■ **WORK INSTRUCTION**
An exact copy of all the records is the expected answer.

(Saved entries)
.....

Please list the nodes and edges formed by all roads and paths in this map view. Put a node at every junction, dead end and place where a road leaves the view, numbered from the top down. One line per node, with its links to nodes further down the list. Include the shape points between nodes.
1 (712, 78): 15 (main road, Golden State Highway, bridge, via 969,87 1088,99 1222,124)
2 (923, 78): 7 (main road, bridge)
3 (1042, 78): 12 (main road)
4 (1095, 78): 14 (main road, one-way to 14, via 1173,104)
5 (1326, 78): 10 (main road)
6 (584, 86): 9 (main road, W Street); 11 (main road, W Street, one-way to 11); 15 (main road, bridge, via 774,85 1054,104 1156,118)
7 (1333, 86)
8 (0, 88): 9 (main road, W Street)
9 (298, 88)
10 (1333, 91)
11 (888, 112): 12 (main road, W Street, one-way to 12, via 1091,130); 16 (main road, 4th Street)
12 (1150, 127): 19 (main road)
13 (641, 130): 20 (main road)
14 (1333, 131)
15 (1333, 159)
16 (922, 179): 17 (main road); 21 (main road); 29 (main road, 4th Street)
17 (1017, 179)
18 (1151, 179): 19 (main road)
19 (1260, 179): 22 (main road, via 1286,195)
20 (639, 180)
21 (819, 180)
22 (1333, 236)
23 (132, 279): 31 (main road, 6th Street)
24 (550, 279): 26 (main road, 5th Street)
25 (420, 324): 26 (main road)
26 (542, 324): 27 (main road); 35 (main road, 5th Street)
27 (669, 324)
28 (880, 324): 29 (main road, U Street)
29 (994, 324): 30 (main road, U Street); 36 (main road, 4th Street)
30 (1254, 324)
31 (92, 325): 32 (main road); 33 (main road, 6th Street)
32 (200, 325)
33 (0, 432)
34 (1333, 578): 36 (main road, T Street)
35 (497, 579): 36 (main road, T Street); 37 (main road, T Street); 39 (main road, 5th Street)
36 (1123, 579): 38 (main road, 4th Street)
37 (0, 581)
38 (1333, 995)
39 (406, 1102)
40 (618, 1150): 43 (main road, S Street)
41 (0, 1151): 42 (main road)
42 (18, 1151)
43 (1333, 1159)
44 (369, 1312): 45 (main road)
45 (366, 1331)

.....

■ **ANSWER BOX**
Please list the nodes and edges formed by all roads and paths in this map view. Put a node at every junction, dead end and place where a road leaves the view, numbered from the top down. One line per node, with its links to nodes further down the list. Include the shape points between nodes.
1 (712, 78): 15 (main road, Golden State Highway, bridge, via 969,87 1088,99 1222,124)
2 (923, 78): 7 (main road, bridge)
3 (1042, 78): 12 (main road)
4 (1095, 78): 14 (main road, one-way to 14, via 1173,104)
5 (1326, 78): 10 (main road)
6 (584, 86): 9 (main road, W Street); 11 (main road, W Street, one-way to 11); 15 (main road, bridge, via 774,85 1054,104 1156,118)
7 (1333, 86)
8 (0, 88): 9 (main road, W Street)
9 (298, 88)
10 (1333, 91)
11 (888, 112): 12 (main road, W Street, one-way to 12, via 1091,130); 16 (main road, 4th Street)
12 (1150, 127): 19 (main road)
13 (641, 130): 20 (main road)
14 (1333, 131)
15 (1333, 159)
16 (922, 179): 17 (main road); 21 (main road); 29 (main road, 4th Street)
17 (1017, 179)
18 (1151, 179): 19 (main road)
19 (1260, 179): 22 (main road, via 1286,195)
20 (639, 180)
21 (819, 180)
22 (1333, 236)
23 (132, 279): 31 (main road, 6th Street)
24 (550, 279): 26 (main road, 5th Street)
25 (420, 324): 26 (main road)
26 (542, 324): 27 (main road); 35 (main road, 5th Street)
27 (669, 324)
28 (880, 324): 29 (main road, U Street)
29 (994, 324): 30 (main road, U Street); 36 (main road, 4th Street)
30 (1254, 324)
31 (92, 325): 32 (main road); 33 (main road, 6th Street)
32 (200, 325)
33 (0, 432)
34 (1333, 578): 36 (main road, T Street)
35 (497, 579): 36 (main road, T Street); 37 (main road, T Street); 39 (main road, 5th Street)
36 (1123, 579): 38 (main road, 4th Street)
37 (0, 581)
38 (1333, 995)
39 (406, 1102)
40 (618, 1150): 43 (main road, S Street)
41 (0, 1151): 42 (main road)
42 (18, 1151)
43 (1333, 1159)
44 (369, 1312): 45 (main road)
45 (366, 1331)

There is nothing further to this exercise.